First, let’s create half of the violin plot, which is the “cloud” part of the raincloud plot. The data is for the bill_length_mm variable, grouped by island. The half_violinplot function creates half a violin plot, and inner controls the small lines below. To position the cloud correctly, we place the variable on the Y-axis.

import matplotlib.pyplot as plt
import ptitprince as pt
pt.half_violinplot(data=df,y="island",x="bill_length_mm",inner=None)
plt.savefig("half_violin.png",dpi=200)

Boxplot

Next is the “umbrella” part.

pt.half_violinplot(data=df,y="island",x="bill_length_mm",inner=None)
sns.boxplot(data=df,y="island",x="bill_length_mm",width = .15, zorder = 10,boxprops = {'facecolor':'none', "zorder":10},
            whiskerprops = {'linewidth':2, "zorder":10})
plt.savefig("violin_box.png",dpi=200)

Strip Plot

The “rain” part of the raincloud plot uses a stripplot, and the jitter parameter disperses the scattered points.

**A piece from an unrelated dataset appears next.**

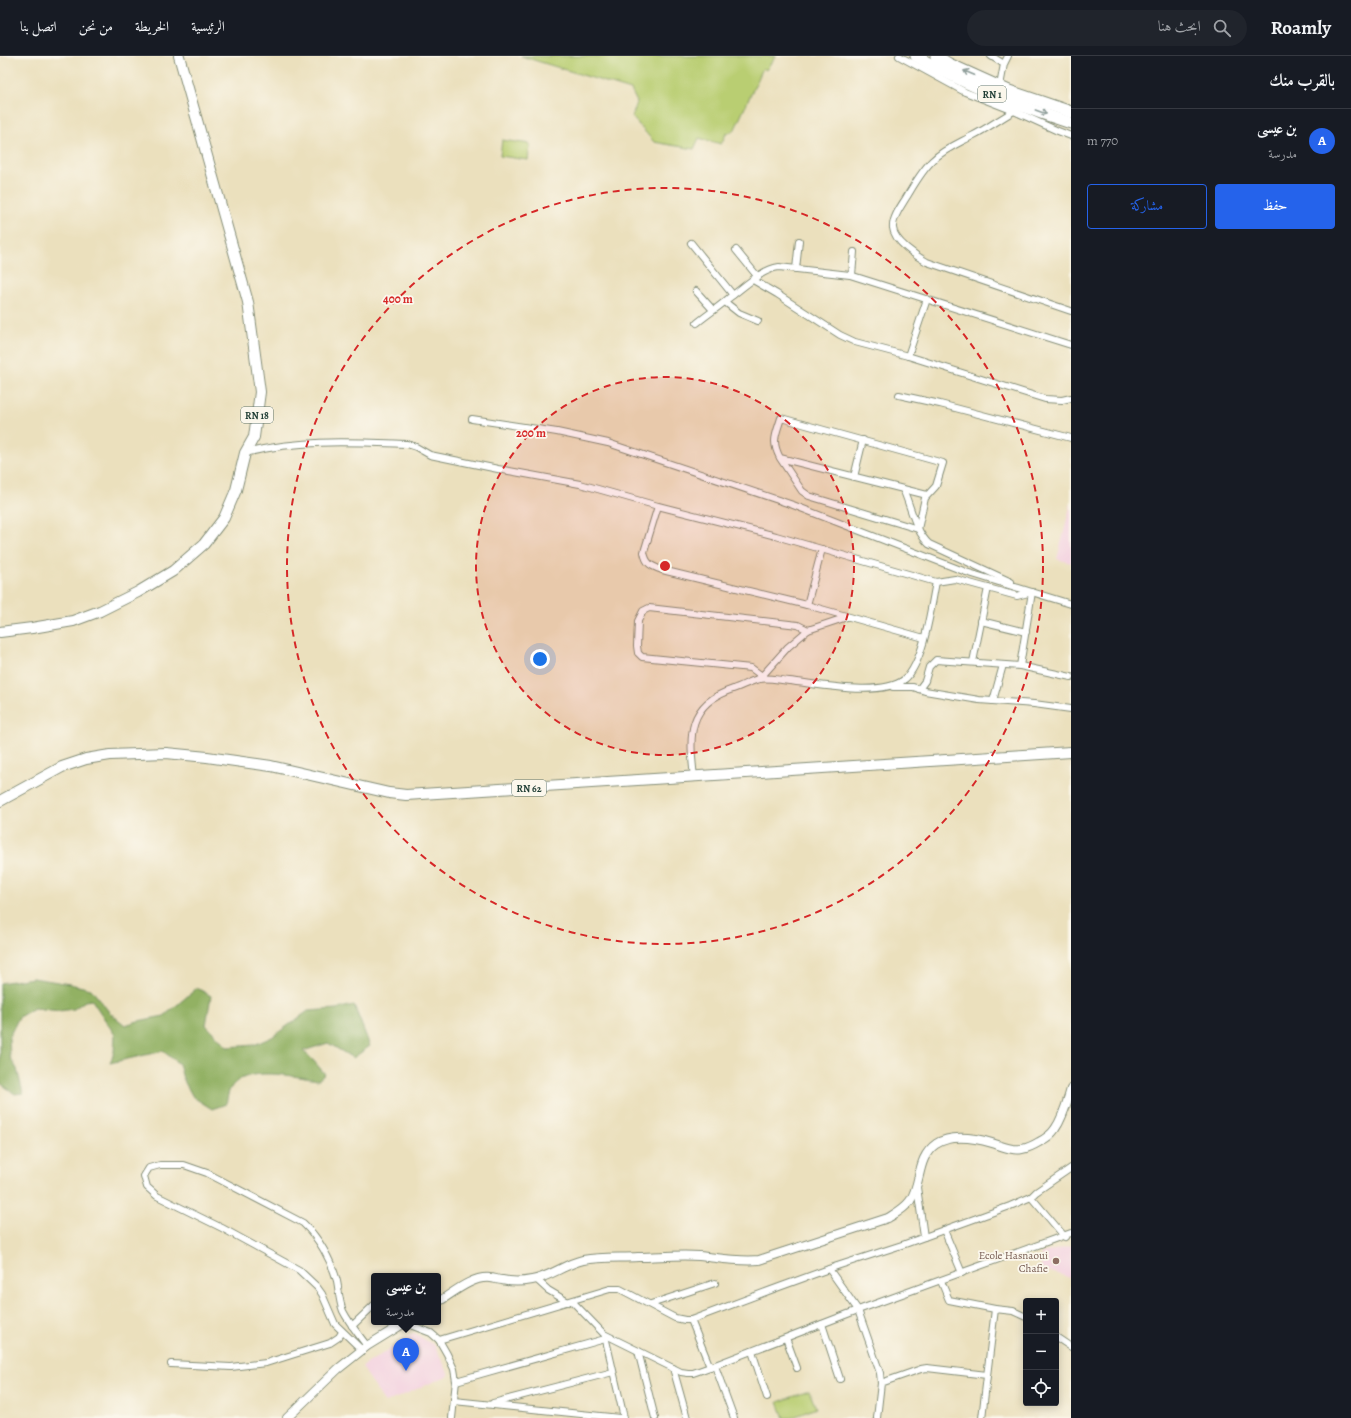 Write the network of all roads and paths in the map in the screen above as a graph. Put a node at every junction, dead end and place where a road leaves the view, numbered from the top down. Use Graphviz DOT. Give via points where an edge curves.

pt.half_violinplot(data=df,y="island",x="bill_length_mm",inner=None)
sns.boxplot(data=df,y="island",x="bill_length_mm",width = .15, zorder = 10,boxprops = {'facecolor':'none', "zorder":10},
            whiskerprops = {'linewidth':2, "zorder":10})
sns.stripplot(data=df,y="island",x="bill_length_mm",jitter=1,edgecolor = "white",zorder = 0)
plt.savefig("raincloud.png",dpi=200)

R Implementation

Here, I’m also providing the R language implementation of the raincloud plot.

library(ggplot2)
library(ggdist)
df = read.table("penguins.csv",sep=",",header=TRUE)
pdf("raincloud.pdf",width=14, height=7)
ggplot(data=df,aes(y=bill_length_mm,x=factor(island),fill=factor(island)))+
  ggdist::stat_halfeye(adjust=0.5,justification=-.2,.width=0,point_colour=NA) + 
  geom_boxplot(width=0.2,outlier.color=NA) +
  ggdist::stat_dots(side="left",justification=1.1) 
dev.off()

What to tune first in real usage

If you want to use the figure in a paper, slide deck, or article, adjust these first:

  1. jitter to control how much the points spread
  2. width in the boxplot so the middle layer does not hide too much of the violin
  3. Violin smoothing parameters so the cloud does not become too wide or too sharp
  4. Color choices so the figure stays readable and publication-friendly

How to check whether the raincloud plot is readable

After plotting, verify at least these points:

  1. The layered components are still distinguishable
  2. Dense point regions do not become unreadable
  3. Category labels and axes are fully visible
  4. The exported image remains clear when scaled down

For formal output, save a higher-resolution version as well:

plt.savefig("raincloud.png", dpi=300, bbox_inches="tight")

Common issues

1. The layered chart looks too busy

Most common cause: too many visible points, strong colors, or a boxplot that is too wide.

Fix:

  1. Reduce jitter or point size
  2. Narrow the boxplot width
  3. Simplify the palette

2. The violin layer looks unnatural

Most common cause: smoothing is not appropriate for the sample size.

Fix:

  • Adjust the smoothing parameters
  • Be cautious with violin layers for very small groups
  • If needed, keep only the boxplot and point layers

3. The saved image is not sharp enough

Fix:

  • Increase dpi
  • Keep bbox_inches="tight"
  • Check the scaled-down version before final use

Summary

This article demonstrates how to create a raincloud plot by combining violin plots, box plots, and stripplots. This type of plot is more intuitive and visually appealing for displaying data distributions.